LOS asistentes a la sesión de la subcomisión encargada de investigar los sucesos de Ilave, presidida por el congresista Chávez Sivina, la noche del martes 4, no dejaron de notar el rostro cansino y el tono moderado del usualmente acelerado Fernando Rospigliosi. El ministro del Interior parecía llevar la procesión por dentro. Los impulsores de su censura tuvieron una primera victoria al lograr que se convoque a una sesión extraordinaria para el miércoles 5 y adelantar la crítica discusión sobre la permanencia del ministro en el gabinete. Una numerosa delegación de dirigentes del Partido Aprista, incluyendo varios parlamentarios, viajaba a México a un evento por los 80 años de la fundación del APRA, el jueves. Sorprendentemente, la mesa directiva y los líderes del oficialismo accedieron al pedido allanando el camino para que se debata la censura.

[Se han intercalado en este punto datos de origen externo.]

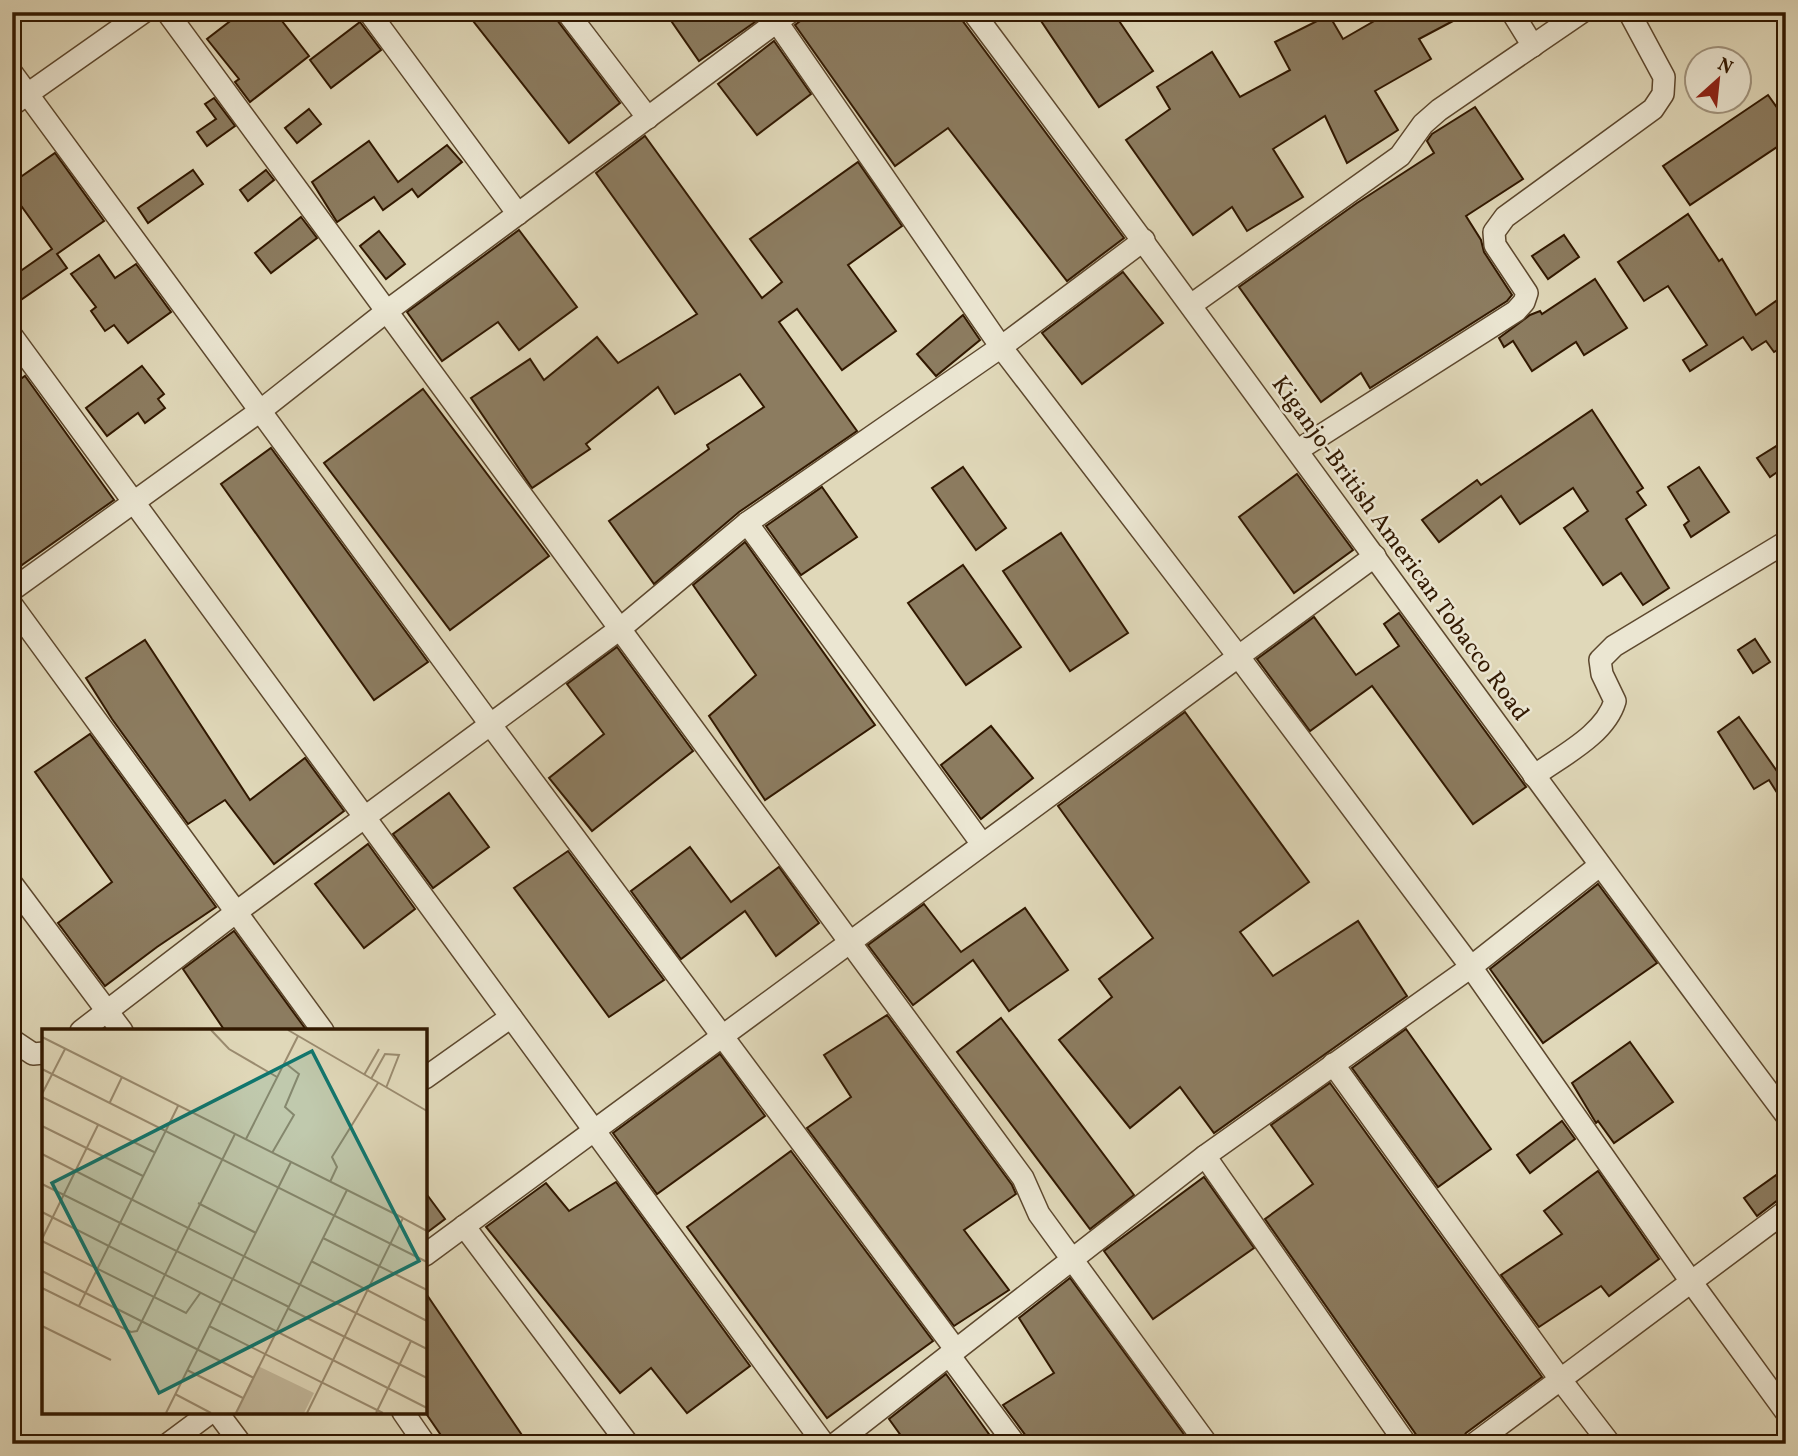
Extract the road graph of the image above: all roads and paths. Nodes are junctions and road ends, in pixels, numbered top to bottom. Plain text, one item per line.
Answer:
1 (144, 12) edge
2 (167, 12) edge
3 (369, 12) edge
4 (567, 12) edge
5 (973, 12) edge
6 (1512, 12) edge
7 (1582, 12) edge
8 (1629, 12) edge
9 (779, 15) edge
10 (1533, 46) junction
11 (12, 73) edge
12 (20, 99) edge
13 (648, 118) junction
14 (518, 214) junction
15 (1144, 240) junction
16 (1191, 305) junction
17 (387, 311) junction
18 (12, 337) edge
19 (1001, 347) junction
20 (260, 411) junction
21 (1298, 450) junction
22 (135, 502) junction
23 (747, 523) junction
24 (1786, 542) edge
25 (1375, 556) junction
26 (12, 590) edge
27 (12, 605) edge
28 (621, 628) junction
29 (1238, 656) junction
30 (490, 724) junction
31 (1534, 776) junction
32 (366, 817) junction
33 (982, 844) junction
34 (1599, 866) junction
35 (12, 884) edge
36 (235, 913) junction
37 (851, 941) junction
38 (1471, 967) junction
39 (108, 1011) junction
40 (511, 1017) junction
41 (84, 1029) edge
42 (121, 1029) edge
43 (322, 1029) edge
44 (723, 1035) junction
45 (12, 1040) edge
46 (42, 1052) edge
47 (1333, 1064) junction
48 (427, 1077) edge
49 (1786, 1115) edge
50 (595, 1130) junction
51 (1205, 1156) junction
52 (1786, 1211) edge
53 (464, 1226) junction
54 (427, 1254) edge
55 (1073, 1259) junction
56 (1692, 1283) junction
57 (953, 1352) junction
58 (1560, 1379) junction
59 (1786, 1412) edge
60 (208, 1414) edge
61 (218, 1414) edge
62 (404, 1414) edge
63 (168, 1444) edge
64 (241, 1444) edge
65 (425, 1444) edge
66 (628, 1444) edge
67 (824, 1444) edge
68 (835, 1444) edge
69 (1015, 1444) edge
70 (1207, 1444) edge
71 (1406, 1444) edge
72 (1474, 1444) edge
73 (1610, 1444) edge

1 - 12 street
2 - 17 street
3 - 14 street
4 - 13 street
5 - 15 street, Kiganjo-British American Tobacco Road
6 - 10 street
7 - 10 street
8 - 21 street
9 - 13 street
9 - 19 street
10 - 16 street
11 - 12 street
12 - 20 street
13 - 14 street
14 - 17 street
15 - 16 street, Kiganjo-British American Tobacco Road
15 - 19 street
16 - 21 street, Kiganjo-British American Tobacco Road
17 - 20 street
17 - 28 street
18 - 22 street
19 - 23 street
19 - 29 street
20 - 22 street
20 - 30 street
21 - 25 street, Kiganjo-British American Tobacco Road
22 - 26 street
22 - 32 street
23 - 28 street
23 - 33 street
24 - 31 street
25 - 29 street
25 - 31 street, Kiganjo-British American Tobacco Road
27 - 36 street
28 - 30 street
28 - 37 street
29 - 33 street
29 - 38 street
30 - 32 street
30 - 44 street
31 - 34 street, Kiganjo-British American Tobacco Road
32 - 36 street
32 - 40 street
33 - 37 street
34 - 38 street
34 - 49 street, Kiganjo-British American Tobacco Road
35 - 39 street
36 - 39 street
36 - 43 street
37 - 44 street
37 - 55 street
38 - 47 street
38 - 56 street
39 - 41 street
39 - 42 street
40 - 48 street
40 - 50 street
44 - 50 street
44 - 57 street
45 - 46 street
47 - 51 street
47 - 58 street
50 - 53 street
50 - 67 street
51 - 55 street
51 - 71 street
52 - 56 street
53 - 54 street
53 - 66 street
55 - 57 street
55 - 70 street
56 - 58 street
56 - 59 street
57 - 68 street
57 - 69 street
58 - 72 street
58 - 73 street
60 - 63 street
61 - 64 street
62 - 65 street

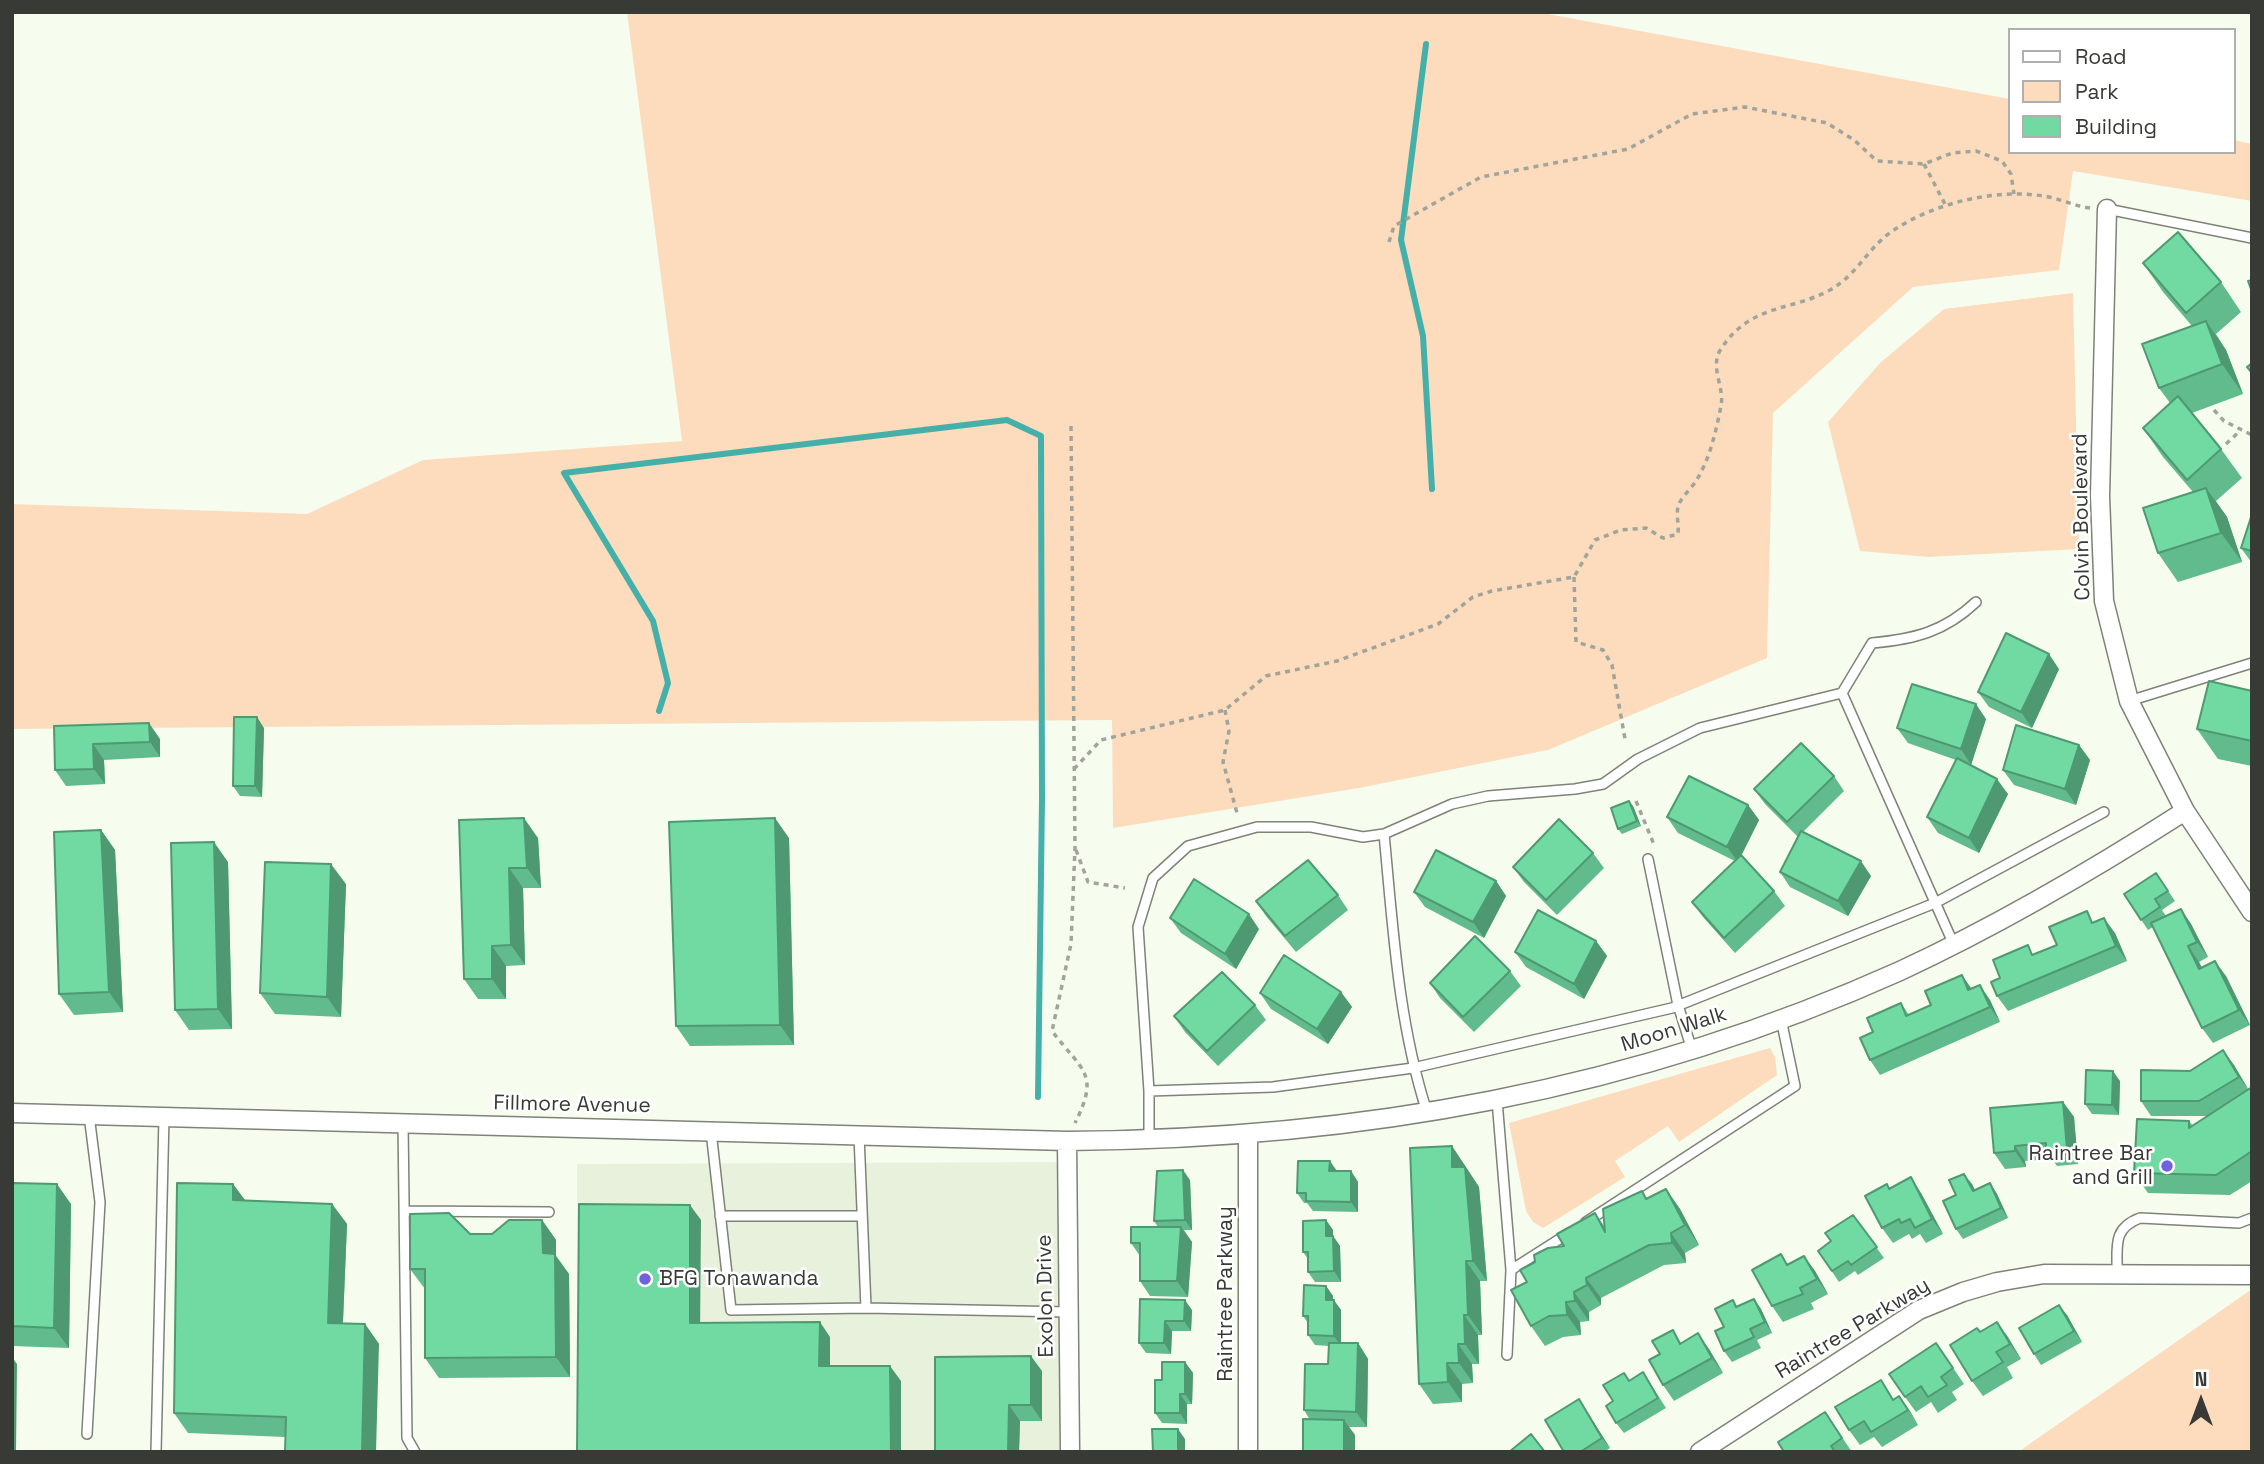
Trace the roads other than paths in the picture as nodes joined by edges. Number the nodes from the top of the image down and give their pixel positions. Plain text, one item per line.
1 (2107, 209) joint
2 (2252, 238) edge
3 (1976, 602) dead end
4 (2252, 663) edge
5 (1842, 693) junction
6 (2129, 701) junction
7 (2185, 811) junction
8 (2104, 812) dead end
9 (1384, 834) junction
10 (1648, 859) road end
11 (1935, 903) junction
12 (2252, 912) edge
13 (1954, 945) junction
14 (1678, 1005) junction
15 (1781, 1019) junction
16 (1692, 1050) junction
17 (1413, 1068) junction
18 (1149, 1091) junction
19 (1497, 1100) junction
20 (12, 1113) edge
21 (1427, 1113) junction
22 (89, 1115) junction
23 (164, 1117) junction
24 (403, 1123) junction
25 (711, 1131) junction
26 (859, 1135) junction
27 (1248, 1135) junction
28 (1067, 1140) junction
29 (1130, 1140) joint
30 (1149, 1140) junction
31 (404, 1211) junction
32 (549, 1212) dead end
33 (720, 1216) junction
34 (862, 1216) junction
35 (2252, 1218) edge
36 (1511, 1270) junction
37 (2117, 1274) junction
38 (2252, 1275) edge
39 (866, 1308) junction
40 (1069, 1312) junction
41 (1507, 1355) dead end
42 (87, 1434) dead end
43 (156, 1452) edge
44 (415, 1452) edge
45 (1070, 1452) edge
46 (1248, 1452) edge
47 (1700, 1452) edge

1 - 2 lane
1 - 6 street, Colvin Boulevard
3 - 5 lane
4 - 6 lane
5 - 9 lane
5 - 11 lane
6 - 7 street, Colvin Boulevard
7 - 12 street, Colvin Boulevard
7 - 13 street, Moon Walk
8 - 11 lane
9 - 17 lane
9 - 18 lane
10 - 14 lane
11 - 13 lane
11 - 14 lane
13 - 15 street, Moon Walk
14 - 16 lane
14 - 17 lane
15 - 16 street, Moon Walk
15 - 36 lane
16 - 19 street, Moon Walk
17 - 18 lane
17 - 21 lane
18 - 30 lane
19 - 21 street, Moon Walk
19 - 36 lane
20 - 22 street, Fillmore Avenue
21 - 27 street, Moon Walk
22 - 23 street, Fillmore Avenue
22 - 42 lane
23 - 24 street, Fillmore Avenue
23 - 43 lane
24 - 25 street, Fillmore Avenue
24 - 31 lane
25 - 26 street, Fillmore Avenue
25 - 33 lane
26 - 28 street, Fillmore Avenue
26 - 34 lane
27 - 30 street, Moon Walk
27 - 46 street, Raintree Parkway
28 - 29 street, Fillmore Avenue
28 - 40 street, Exolon Drive
29 - 30 street, Moon Walk
31 - 32 lane
31 - 44 lane
33 - 34 lane
33 - 39 lane
34 - 39 lane
35 - 37 lane
36 - 41 lane
37 - 38 street, Raintree Parkway
37 - 47 street, Raintree Parkway
39 - 40 lane
40 - 45 street, Exolon Drive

Las cartas del oficialismo, sin embargo, no estaban jugadas. La abierta disidencia de algunos parlamentarios de la chakana que, en la sesión del 29 de abril, anunciaron públicamente que votarían por la censura tuvo un inocultable sabor a diáspora. Las respuestas del gobierno fueron, como siempre, crípticas. Al principio, ni Toledo ni Ferrero se pronunciaron directamente sobre el asunto, pero luego habrían buscado que los díscolos del oficialismo se ausentaran de la sesión del miércoles argumentando que no podían concurrir ante una convocatoria tan precipitada. Algunos parlamentarios retiraron sus amenazas, aunque no mostraron mucho interés en salvarle la cabeza a Rospigliosi. En este sentir, no hacían sino interpretar las decisiones de su líder.

KILL ROSPI

Es público y notorio que el presidente Toledo no ve con buenos ojos la permanencia de Rospigliosi en el gabinete. El ministro se porta como un personaje completamente incómodo que mantiene una gran independencia de las decisiones del gobierno y se involucra en disputas con personajes del oficialismo como Daniel Mora o el ministro de Agricultura José León, por no mencionar al congresista Mufarech. Precisamente, uno de los gestos más celebrados por la amplia legión de fans que ha acumulado Rospigliosi en el último tiempo, es la forma pública en que se diferencia del detestado entorno de Palacio de gobierno. Este hecho es pasado por alto debido a la desaprobación masiva que tiene el Presidente, pero en términos de gobernabilidad es impensable sostener a un ministro del Interior que funcione por su cuenta.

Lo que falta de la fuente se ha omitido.